> [WORK TO COMPLETE] Please return all the records exactly, with nothing left out.

> [DATASET]
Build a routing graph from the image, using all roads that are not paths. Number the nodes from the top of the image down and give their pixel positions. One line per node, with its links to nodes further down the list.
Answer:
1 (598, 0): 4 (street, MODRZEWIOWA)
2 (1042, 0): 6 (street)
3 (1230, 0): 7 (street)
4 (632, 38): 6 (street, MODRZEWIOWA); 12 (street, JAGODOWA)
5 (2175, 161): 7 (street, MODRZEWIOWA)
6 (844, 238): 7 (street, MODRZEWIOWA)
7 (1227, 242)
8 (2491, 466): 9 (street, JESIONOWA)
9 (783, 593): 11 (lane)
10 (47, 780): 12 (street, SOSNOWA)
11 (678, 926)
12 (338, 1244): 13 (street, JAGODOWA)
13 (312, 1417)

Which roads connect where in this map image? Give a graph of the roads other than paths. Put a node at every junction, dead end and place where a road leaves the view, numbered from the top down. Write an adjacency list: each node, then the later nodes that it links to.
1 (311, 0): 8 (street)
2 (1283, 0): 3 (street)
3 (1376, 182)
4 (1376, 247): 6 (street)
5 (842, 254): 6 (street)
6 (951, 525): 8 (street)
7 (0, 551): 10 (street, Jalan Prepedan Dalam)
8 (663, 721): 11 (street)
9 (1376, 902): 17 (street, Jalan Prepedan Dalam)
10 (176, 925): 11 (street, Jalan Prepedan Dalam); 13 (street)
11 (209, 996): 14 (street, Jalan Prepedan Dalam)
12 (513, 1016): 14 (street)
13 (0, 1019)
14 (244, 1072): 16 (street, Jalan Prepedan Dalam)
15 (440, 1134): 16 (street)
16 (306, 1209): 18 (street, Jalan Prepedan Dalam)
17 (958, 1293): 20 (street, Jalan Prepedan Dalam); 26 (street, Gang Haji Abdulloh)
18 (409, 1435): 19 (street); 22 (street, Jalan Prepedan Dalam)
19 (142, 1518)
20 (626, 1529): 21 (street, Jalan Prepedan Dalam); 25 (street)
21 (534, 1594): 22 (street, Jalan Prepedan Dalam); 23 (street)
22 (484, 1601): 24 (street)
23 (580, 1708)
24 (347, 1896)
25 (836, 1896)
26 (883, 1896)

> [WRITTEN REPLY]
Build a routing graph from the image, using all roads that are not paths. Number the nodes from the top of the image down and give their pixel positions. One line per node, with its links to nodes further down the list.
Answer:
1 (598, 0): 4 (street, MODRZEWIOWA)
2 (1042, 0): 6 (street)
3 (1230, 0): 7 (street)
4 (632, 38): 6 (street, MODRZEWIOWA); 12 (street, JAGODOWA)
5 (2175, 161): 7 (street, MODRZEWIOWA)
6 (844, 238): 7 (street, MODRZEWIOWA)
7 (1227, 242)
8 (2491, 466): 9 (street, JESIONOWA)
9 (783, 593): 11 (lane)
10 (47, 780): 12 (street, SOSNOWA)
11 (678, 926)
12 (338, 1244): 13 (street, JAGODOWA)
13 (312, 1417)

Which roads connect where in this map image? Give a graph of the roads other than paths. Put a node at every junction, dead end and place where a road leaves the view, numbered from the top down. Write an adjacency list: each node, then the later nodes that it links to.
1 (311, 0): 8 (street)
2 (1283, 0): 3 (street)
3 (1376, 182)
4 (1376, 247): 6 (street)
5 (842, 254): 6 (street)
6 (951, 525): 8 (street)
7 (0, 551): 10 (street, Jalan Prepedan Dalam)
8 (663, 721): 11 (street)
9 (1376, 902): 17 (street, Jalan Prepedan Dalam)
10 (176, 925): 11 (street, Jalan Prepedan Dalam); 13 (street)
11 (209, 996): 14 (street, Jalan Prepedan Dalam)
12 (513, 1016): 14 (street)
13 (0, 1019)
14 (244, 1072): 16 (street, Jalan Prepedan Dalam)
15 (440, 1134): 16 (street)
16 (306, 1209): 18 (street, Jalan Prepedan Dalam)
17 (958, 1293): 20 (street, Jalan Prepedan Dalam); 26 (street, Gang Haji Abdulloh)
18 (409, 1435): 19 (street); 22 (street, Jalan Prepedan Dalam)
19 (142, 1518)
20 (626, 1529): 21 (street, Jalan Prepedan Dalam); 25 (street)
21 (534, 1594): 22 (street, Jalan Prepedan Dalam); 23 (street)
22 (484, 1601): 24 (street)
23 (580, 1708)
24 (347, 1896)
25 (836, 1896)
26 (883, 1896)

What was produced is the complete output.